しかし、「庭」にあたる英文が見当たらなかったので、別のヴァージョンがあるのかなあ、と思ったり。あるいは、訳者の方の意訳なのかなあ、とか。末節の疑問かもしれませんが。

といいますのも、私自身、いま畑を借りていて、この「庭」の一文には、ハッとさせられたので、余計に気になっておりました。この「庭」は、単なる庭じゃなくて、なにかが植えられている「庭」(日本では畑に近い感覚)じゃないかなあとも思います。つまり、ソンタグは、花や野菜を育てていたのでは、とか。あるいは、近くに、community garden があったとか。じゃなきゃ、この一文は出てこないように思います。

ともあれ、この序文はその言葉の後ろに含まれているものは大きいような気がして、今後も何度か読み返したり、自分なりに考えていくことになると思います。

それだけに、この中で、とりわけキャッチーな「Go travelling. Live abroad for a while. Never stop travelling.」のくだりだけが部分引用されている記事・日記をよく見かけるのは、すこし残念な気がしています。

taro said...

Anna Panda Tiger さん
そうそう、ぼくも、Le Guin の "A Left-Handed Commencement Address (Mills College, 1983)" 、心を打たれました。
http://www.ursulakleguin.com/LeftHandMillsCollege.html

補足(先程の部分引用についての)ですが、日本に住んでいると、「Go travelling. Live abroad」と言われると「留学」「欧米旅行」「異文化交流」を思い浮かべがちになります。

そうではなくて、例えば、南米やアフリカにある鉱山とぼくらの日常生活が実は深くつながっている、そういうことを考えることが、attention だったり、don't think about yourself ということのひとつじゃないかと思ったりもします。うさぎ!にもつながりますが。

Anna said...

taroさん

庭が、植物の成長の場(畑)っていう意味なんじゃないかってのは、とても美しい発想ですね。

私はそこまで思いつかなかった。

私も今日、海辺に散歩に行き、そこの近隣の家庭菜園を見て、taroさんの言っていた事を思い出しました。

すごい発想だわ。

私自身、この文章のどこが好きなのだろうかとさっき考えていました。 多分、どこが特に好きとかって言うよりも、当然の事をドライに当然に書いているその態度そのものが好きなんだと思います。 主張とか表現っていう次元ではなくて、本当にただそのままの生の態度がある、気がする。

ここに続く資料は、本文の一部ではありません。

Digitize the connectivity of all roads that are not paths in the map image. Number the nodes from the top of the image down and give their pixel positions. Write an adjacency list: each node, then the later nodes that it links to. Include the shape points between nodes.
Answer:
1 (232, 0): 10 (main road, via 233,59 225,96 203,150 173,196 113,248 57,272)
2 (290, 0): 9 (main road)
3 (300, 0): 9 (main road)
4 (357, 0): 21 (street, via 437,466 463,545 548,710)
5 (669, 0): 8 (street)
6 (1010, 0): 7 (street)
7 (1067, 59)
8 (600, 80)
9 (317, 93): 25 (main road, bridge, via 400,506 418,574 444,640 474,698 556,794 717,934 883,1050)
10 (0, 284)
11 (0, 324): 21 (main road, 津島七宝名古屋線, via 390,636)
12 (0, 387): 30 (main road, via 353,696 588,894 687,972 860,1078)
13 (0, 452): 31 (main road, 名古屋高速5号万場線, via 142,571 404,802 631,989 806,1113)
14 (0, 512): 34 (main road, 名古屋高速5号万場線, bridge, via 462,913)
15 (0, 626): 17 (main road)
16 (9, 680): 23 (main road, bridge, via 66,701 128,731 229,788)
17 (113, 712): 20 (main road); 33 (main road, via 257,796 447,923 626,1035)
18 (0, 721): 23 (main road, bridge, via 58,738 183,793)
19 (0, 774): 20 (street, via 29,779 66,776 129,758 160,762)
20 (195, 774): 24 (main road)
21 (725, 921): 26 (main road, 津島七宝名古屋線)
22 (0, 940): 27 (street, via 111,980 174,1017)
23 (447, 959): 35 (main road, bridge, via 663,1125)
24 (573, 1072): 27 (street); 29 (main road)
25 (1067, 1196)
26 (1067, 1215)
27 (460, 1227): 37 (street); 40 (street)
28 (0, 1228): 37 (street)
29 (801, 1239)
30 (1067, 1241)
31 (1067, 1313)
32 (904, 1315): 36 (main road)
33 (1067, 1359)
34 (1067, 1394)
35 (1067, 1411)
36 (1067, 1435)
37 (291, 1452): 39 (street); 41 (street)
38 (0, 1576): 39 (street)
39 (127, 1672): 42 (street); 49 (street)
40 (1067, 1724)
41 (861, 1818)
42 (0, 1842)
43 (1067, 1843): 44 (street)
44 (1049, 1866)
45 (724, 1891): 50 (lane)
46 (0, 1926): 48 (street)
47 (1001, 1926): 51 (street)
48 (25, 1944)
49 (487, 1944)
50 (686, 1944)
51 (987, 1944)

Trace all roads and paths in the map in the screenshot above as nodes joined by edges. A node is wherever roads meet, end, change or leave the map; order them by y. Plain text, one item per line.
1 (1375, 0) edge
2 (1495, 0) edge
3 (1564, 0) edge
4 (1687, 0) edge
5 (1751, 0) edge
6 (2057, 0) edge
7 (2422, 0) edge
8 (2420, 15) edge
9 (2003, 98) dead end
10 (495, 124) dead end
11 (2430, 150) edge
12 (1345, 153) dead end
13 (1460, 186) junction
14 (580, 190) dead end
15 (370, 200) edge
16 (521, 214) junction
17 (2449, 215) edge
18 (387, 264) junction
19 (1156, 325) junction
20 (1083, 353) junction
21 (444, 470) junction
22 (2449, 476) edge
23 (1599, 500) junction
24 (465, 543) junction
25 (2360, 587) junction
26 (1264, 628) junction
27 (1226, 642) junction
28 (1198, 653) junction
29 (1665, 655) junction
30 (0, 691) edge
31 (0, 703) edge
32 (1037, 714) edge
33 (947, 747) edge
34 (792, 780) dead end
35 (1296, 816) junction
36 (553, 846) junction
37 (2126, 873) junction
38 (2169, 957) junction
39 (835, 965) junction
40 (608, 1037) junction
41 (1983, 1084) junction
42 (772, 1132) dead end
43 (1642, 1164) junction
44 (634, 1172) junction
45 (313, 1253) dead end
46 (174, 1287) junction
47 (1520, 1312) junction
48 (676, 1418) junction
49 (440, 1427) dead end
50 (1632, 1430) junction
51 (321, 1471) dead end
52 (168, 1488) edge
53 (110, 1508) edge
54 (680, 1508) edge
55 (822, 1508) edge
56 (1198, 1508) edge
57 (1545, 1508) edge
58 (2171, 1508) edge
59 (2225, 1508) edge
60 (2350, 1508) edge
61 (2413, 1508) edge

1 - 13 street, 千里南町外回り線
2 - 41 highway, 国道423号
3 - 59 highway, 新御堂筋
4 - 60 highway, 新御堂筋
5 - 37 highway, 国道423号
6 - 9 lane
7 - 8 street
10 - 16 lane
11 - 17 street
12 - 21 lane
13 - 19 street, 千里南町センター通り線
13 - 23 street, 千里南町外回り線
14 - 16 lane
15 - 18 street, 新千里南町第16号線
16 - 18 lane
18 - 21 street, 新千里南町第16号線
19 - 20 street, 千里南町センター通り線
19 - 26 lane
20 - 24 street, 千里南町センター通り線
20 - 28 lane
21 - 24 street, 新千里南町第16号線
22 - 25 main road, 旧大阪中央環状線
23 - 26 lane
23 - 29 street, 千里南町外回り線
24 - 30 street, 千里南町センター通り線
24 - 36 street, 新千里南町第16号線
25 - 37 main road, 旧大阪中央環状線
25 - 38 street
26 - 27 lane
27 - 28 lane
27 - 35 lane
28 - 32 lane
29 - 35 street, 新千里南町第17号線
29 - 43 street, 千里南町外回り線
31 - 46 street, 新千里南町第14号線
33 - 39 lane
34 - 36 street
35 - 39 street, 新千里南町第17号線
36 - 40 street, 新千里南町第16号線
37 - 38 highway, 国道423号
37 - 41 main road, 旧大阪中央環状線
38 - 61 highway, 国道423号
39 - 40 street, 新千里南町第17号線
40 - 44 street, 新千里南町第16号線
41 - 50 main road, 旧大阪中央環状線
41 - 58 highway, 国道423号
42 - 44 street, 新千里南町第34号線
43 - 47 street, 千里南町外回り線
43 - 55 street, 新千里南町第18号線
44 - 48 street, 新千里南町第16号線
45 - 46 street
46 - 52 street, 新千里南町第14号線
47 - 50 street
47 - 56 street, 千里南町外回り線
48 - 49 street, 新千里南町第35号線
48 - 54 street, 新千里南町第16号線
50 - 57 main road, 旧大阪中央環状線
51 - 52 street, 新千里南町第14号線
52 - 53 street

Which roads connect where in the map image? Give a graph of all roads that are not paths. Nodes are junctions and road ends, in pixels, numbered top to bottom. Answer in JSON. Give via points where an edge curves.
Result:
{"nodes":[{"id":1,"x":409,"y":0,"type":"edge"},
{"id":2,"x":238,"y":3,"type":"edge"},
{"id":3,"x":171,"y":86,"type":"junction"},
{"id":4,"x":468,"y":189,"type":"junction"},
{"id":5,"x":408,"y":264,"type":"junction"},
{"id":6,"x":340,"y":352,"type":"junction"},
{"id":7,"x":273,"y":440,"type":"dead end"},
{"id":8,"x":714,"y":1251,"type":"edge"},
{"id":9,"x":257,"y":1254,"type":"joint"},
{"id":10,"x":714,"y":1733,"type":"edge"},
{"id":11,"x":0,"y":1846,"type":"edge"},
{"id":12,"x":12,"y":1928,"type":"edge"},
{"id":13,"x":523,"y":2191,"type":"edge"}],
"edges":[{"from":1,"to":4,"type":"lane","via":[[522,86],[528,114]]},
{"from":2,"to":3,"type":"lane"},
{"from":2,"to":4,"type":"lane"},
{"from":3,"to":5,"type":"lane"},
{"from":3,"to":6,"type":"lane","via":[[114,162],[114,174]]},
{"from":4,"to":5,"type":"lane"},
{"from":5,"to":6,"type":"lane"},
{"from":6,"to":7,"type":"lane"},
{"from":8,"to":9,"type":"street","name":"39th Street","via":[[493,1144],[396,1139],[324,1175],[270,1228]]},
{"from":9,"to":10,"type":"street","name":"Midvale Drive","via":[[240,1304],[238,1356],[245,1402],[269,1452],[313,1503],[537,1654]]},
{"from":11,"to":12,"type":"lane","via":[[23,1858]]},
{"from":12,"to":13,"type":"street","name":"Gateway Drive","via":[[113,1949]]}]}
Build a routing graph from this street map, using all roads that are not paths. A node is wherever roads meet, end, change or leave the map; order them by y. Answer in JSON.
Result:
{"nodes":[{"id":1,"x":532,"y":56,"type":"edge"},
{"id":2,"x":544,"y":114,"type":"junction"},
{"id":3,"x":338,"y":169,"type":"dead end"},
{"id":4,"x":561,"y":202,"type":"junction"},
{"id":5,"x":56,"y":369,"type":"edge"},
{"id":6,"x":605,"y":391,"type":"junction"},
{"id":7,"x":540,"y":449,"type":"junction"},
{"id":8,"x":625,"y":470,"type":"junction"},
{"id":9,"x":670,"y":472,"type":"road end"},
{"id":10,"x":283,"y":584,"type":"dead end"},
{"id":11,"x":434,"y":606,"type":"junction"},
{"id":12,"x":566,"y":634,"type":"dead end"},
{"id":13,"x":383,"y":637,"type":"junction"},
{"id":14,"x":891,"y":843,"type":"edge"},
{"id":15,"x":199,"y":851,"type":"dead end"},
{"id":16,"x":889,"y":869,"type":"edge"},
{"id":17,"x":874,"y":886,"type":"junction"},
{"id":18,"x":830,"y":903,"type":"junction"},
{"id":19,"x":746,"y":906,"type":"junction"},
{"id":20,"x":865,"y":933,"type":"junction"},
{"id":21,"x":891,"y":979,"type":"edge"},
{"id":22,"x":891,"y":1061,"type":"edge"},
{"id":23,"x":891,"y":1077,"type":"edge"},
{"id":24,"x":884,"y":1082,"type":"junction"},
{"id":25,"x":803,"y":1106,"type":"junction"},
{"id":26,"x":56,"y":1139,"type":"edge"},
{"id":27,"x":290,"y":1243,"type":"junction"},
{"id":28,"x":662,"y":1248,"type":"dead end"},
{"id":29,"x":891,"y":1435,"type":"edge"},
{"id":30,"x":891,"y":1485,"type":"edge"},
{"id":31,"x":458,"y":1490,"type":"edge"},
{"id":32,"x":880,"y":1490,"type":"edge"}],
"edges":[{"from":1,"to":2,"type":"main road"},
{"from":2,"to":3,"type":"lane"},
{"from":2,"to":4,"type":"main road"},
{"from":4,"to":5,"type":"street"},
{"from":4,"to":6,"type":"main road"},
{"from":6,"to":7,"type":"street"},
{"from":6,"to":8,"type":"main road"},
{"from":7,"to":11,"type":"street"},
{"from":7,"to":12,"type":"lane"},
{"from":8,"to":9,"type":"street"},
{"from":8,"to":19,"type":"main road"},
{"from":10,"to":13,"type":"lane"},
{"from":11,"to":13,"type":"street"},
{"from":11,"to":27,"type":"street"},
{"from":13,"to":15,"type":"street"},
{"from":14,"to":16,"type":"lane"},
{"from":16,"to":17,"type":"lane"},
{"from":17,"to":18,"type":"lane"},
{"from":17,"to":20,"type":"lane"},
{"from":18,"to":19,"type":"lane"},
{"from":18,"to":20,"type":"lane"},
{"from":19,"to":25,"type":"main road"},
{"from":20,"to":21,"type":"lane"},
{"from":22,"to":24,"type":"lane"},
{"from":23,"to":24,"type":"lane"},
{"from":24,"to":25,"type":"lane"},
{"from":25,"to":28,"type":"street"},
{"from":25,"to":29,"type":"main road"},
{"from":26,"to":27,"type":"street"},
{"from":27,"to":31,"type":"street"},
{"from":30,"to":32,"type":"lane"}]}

旅行は大切です。 私は旅行が人生でトップスリーに入る必要な贅沢だと思っています。 でも別に旅行だけしてても馬鹿みたいですよね。 ちょっとは落ち着けよと。 発情期の猫じゃないんだから。

 緑物を育てる、食べる物を育てる、そういう自分の体内時間だけじゃない、強烈な他者の時間の流れを感じるってのが肝だと思うんです。 旅行も、もろにそうじゃないですか。 強烈な他者の時間の中に投げ込まれる。

 そして勿論、実際自分がアテンションをはらっていない場所がどこなのかってあえて探す行動は、良心の始まりな気がする。 ってことで、うさぎ!、その通りですよね。 オザケン、偉い。

 いやー、taroさんの書き込みの直後にオザケンのコンサートの発表があってぶったまげました。

 私、小学生の時からオザケン大好きなんですよ。

 うさぎ!はオンライン上で発表された、第一回目しか読んだ事ないけど、オザケンのぶっちぎる感じ、左翼方面でも見事に出ましたね。 傑出している。 本当に、何をしてもぶっちぎるその姿に、生粋の文化人の態度を感じます。